How is spina bifida diagnosed?
Spina bifida can be diagnosed by amniocentesis, ultrasound and blood tests. Higher-than-expected AFP (alpha-fetoprotein) values in a triple test increase the likelihood of Spina Bifida.
Triple test performed between 16 and 18 weeks of pregnancy. In addition, Spina Bifida can be detected with a detailed ultrasound examination to be carried out in these weeks. When making a diagnosis of Spina Bifida, it is necessary to examine in detail the skull, spine and other organs. nine0011
How is Spina Bifida treated?
If a baby with Spina Bifida is allowed, it should usually be operated on within 36 hours of birth. During the operation, the cavity on the back must be closed. Those who develop hydrocephalus should have a drainage system called bypass surgery to drain excess brain fluid into the bloodstream.

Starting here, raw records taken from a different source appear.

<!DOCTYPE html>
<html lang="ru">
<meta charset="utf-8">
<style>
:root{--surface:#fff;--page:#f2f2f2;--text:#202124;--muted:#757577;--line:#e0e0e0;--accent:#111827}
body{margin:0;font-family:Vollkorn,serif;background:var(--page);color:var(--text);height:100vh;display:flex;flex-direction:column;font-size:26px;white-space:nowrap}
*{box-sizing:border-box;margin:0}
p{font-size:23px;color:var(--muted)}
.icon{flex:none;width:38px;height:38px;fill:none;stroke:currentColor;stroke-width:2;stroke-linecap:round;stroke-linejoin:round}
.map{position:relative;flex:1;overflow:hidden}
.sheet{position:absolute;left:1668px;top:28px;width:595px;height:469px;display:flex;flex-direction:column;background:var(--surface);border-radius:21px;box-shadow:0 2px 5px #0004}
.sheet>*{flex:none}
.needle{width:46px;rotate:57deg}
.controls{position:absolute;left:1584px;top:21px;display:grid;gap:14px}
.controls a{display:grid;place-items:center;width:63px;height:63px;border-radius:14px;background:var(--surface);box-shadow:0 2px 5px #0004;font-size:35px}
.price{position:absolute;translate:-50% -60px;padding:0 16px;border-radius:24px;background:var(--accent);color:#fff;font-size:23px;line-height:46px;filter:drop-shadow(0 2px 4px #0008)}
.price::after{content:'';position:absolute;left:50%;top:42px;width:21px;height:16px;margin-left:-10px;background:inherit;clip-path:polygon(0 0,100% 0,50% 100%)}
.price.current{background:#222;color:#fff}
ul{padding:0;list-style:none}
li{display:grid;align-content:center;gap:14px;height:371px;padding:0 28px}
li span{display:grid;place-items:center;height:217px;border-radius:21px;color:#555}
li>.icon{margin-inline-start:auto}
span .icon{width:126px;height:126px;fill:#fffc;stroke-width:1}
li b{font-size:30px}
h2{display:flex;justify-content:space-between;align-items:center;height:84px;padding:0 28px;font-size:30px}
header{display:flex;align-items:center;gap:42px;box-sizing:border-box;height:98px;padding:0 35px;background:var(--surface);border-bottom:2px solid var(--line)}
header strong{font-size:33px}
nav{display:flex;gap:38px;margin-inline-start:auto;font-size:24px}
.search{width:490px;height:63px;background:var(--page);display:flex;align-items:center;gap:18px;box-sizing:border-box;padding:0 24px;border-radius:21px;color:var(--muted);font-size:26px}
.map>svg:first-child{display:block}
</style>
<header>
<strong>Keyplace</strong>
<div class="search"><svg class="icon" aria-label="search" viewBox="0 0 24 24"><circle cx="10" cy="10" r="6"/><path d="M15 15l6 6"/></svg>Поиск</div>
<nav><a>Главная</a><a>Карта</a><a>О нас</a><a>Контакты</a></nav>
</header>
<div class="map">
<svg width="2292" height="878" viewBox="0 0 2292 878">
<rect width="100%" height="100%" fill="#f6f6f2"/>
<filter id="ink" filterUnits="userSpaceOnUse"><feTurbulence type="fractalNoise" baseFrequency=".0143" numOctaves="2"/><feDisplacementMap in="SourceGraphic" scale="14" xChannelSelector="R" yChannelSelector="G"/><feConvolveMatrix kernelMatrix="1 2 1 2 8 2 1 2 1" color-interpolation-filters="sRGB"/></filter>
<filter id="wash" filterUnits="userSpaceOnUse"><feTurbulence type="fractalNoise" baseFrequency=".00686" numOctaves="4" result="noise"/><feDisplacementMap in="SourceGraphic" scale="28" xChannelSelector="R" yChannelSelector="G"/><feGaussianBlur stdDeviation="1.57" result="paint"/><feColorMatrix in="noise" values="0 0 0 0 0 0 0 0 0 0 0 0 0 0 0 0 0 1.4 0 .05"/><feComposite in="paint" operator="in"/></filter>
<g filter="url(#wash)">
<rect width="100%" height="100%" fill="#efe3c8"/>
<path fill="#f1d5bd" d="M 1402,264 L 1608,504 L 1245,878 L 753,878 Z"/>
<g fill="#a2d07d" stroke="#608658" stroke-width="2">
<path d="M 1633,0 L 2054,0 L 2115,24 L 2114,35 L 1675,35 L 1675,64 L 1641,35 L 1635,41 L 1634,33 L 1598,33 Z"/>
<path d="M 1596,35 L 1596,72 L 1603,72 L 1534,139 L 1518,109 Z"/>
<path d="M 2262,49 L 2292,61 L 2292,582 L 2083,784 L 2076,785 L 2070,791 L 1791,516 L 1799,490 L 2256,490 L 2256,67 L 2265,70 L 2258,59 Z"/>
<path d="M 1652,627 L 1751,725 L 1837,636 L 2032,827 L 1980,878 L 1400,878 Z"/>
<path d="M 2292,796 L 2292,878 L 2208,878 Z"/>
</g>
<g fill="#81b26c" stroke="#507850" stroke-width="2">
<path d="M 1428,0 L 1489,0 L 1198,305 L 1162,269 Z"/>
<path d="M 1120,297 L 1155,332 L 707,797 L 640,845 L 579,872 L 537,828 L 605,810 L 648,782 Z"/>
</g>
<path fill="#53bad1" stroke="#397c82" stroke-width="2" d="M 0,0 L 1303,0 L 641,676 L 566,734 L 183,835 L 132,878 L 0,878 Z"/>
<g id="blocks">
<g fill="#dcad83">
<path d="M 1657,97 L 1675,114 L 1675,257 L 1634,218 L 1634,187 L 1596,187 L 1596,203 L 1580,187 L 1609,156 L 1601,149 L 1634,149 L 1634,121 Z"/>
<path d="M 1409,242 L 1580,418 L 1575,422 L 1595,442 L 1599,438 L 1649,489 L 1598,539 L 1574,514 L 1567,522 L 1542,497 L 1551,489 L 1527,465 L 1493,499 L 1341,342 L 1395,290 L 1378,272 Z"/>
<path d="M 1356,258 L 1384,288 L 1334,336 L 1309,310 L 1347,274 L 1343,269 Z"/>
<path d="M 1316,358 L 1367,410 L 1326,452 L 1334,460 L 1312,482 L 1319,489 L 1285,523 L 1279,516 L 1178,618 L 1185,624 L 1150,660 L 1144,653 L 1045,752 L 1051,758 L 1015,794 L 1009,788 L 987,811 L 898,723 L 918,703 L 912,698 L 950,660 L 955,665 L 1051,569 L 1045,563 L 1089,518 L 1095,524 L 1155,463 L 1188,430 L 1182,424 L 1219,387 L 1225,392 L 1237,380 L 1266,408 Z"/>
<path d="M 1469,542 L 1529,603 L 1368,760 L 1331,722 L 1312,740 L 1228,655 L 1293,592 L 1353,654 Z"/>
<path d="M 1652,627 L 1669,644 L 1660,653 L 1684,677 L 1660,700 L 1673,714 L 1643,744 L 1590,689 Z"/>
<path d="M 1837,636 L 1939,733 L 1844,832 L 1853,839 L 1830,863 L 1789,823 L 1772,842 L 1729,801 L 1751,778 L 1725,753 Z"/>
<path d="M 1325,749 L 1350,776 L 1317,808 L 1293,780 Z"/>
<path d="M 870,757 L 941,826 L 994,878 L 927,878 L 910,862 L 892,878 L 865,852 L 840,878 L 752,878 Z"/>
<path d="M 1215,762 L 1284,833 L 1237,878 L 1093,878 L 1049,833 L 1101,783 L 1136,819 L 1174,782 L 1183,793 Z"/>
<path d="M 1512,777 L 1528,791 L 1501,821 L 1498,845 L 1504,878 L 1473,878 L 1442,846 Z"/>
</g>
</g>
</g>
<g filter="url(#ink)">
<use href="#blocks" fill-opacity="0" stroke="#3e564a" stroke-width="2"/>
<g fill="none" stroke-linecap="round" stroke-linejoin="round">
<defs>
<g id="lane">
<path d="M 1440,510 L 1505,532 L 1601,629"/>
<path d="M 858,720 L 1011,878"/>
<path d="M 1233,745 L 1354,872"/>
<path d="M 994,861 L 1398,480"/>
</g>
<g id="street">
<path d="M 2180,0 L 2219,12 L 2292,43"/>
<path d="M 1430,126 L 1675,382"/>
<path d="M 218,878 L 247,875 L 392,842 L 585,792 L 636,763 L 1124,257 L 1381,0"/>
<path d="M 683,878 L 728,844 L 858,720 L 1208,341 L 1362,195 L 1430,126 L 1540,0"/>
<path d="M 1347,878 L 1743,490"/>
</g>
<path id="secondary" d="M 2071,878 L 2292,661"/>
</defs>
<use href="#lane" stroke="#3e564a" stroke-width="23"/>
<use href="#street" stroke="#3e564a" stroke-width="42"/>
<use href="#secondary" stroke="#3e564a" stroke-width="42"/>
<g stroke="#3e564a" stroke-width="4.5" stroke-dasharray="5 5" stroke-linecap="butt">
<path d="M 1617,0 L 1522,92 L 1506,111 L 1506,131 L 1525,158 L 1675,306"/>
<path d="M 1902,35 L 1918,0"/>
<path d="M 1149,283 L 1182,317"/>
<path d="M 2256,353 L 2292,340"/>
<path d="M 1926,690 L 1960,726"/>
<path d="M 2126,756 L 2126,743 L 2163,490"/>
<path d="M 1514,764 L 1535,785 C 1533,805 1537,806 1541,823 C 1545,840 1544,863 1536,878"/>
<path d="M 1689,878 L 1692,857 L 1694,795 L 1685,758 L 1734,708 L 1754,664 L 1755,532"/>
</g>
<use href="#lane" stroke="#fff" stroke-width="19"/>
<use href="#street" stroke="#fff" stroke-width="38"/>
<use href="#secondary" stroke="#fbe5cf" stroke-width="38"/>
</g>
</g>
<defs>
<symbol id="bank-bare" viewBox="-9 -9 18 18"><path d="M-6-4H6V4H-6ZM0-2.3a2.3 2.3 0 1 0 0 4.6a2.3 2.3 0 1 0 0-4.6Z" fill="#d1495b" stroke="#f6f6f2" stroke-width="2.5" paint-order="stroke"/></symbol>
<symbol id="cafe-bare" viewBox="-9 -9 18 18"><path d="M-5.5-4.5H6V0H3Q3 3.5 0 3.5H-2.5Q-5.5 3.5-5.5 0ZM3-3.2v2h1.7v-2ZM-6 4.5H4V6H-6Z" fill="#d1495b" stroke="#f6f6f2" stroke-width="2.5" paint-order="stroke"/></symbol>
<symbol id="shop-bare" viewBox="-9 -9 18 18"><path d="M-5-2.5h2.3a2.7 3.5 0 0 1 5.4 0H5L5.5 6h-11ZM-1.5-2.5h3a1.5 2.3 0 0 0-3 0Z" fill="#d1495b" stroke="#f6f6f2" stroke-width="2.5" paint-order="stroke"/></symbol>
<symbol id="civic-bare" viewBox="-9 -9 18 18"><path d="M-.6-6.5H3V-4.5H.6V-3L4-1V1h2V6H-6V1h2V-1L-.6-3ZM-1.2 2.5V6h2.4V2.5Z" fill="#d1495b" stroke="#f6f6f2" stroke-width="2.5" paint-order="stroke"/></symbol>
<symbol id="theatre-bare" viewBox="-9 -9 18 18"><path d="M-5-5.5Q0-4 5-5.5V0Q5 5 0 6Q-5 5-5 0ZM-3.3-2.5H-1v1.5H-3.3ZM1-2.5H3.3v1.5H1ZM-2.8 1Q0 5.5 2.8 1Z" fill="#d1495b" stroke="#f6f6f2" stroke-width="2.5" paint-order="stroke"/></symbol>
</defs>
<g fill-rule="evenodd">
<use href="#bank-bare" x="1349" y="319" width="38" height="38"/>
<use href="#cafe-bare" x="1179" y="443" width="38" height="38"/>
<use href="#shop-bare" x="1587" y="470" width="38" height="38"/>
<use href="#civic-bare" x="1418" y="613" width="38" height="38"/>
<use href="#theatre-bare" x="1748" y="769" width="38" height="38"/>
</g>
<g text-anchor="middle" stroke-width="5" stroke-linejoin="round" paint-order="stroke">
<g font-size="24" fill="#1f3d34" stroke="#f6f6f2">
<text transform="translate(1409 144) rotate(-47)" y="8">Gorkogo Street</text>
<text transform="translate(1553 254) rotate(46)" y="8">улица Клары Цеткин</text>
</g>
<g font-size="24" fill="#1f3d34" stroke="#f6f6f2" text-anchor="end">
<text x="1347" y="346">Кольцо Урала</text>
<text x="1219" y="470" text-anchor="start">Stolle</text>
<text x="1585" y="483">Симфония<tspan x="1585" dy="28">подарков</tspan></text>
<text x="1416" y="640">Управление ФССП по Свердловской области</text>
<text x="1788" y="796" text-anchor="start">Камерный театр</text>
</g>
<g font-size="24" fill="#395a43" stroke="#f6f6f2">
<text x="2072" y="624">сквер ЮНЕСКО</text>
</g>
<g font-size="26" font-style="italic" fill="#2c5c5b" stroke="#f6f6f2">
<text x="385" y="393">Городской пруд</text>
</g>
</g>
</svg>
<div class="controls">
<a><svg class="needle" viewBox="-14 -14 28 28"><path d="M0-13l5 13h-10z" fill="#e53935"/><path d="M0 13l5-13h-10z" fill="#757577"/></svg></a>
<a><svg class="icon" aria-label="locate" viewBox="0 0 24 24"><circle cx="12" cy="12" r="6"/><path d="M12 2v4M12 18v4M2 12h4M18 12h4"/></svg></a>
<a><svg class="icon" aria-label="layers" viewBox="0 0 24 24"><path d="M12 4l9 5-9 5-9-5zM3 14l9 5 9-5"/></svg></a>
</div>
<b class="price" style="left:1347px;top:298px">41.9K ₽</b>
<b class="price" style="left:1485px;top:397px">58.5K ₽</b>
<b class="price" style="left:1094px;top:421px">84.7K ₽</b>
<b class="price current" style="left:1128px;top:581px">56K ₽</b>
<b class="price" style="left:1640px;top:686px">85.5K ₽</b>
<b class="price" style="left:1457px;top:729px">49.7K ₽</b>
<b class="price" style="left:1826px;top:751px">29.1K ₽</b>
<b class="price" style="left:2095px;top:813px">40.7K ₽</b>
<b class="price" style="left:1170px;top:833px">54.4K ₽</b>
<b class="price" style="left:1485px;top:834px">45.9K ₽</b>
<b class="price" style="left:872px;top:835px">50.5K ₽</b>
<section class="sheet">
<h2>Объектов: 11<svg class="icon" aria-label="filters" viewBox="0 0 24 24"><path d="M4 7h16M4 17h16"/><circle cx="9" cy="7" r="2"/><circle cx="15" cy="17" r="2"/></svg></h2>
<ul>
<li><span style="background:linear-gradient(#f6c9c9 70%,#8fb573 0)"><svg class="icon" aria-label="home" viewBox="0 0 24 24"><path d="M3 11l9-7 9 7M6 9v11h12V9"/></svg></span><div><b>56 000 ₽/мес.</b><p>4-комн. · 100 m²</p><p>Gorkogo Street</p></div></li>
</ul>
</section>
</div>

Operations are often used to protect the current situation and prevent future problems. Patients may not fully recover after surgery. However, even if Spina Bifida patients cannot become completely healthy, they can live on their own. nine0011
The use of some physiotherapy methods in the postoperative period will be especially useful for strengthening the muscles of the legs and lower back.
Rehabilitation should include exercises (sitting, balance, walking) to strengthen muscles and prevent joint stiffness.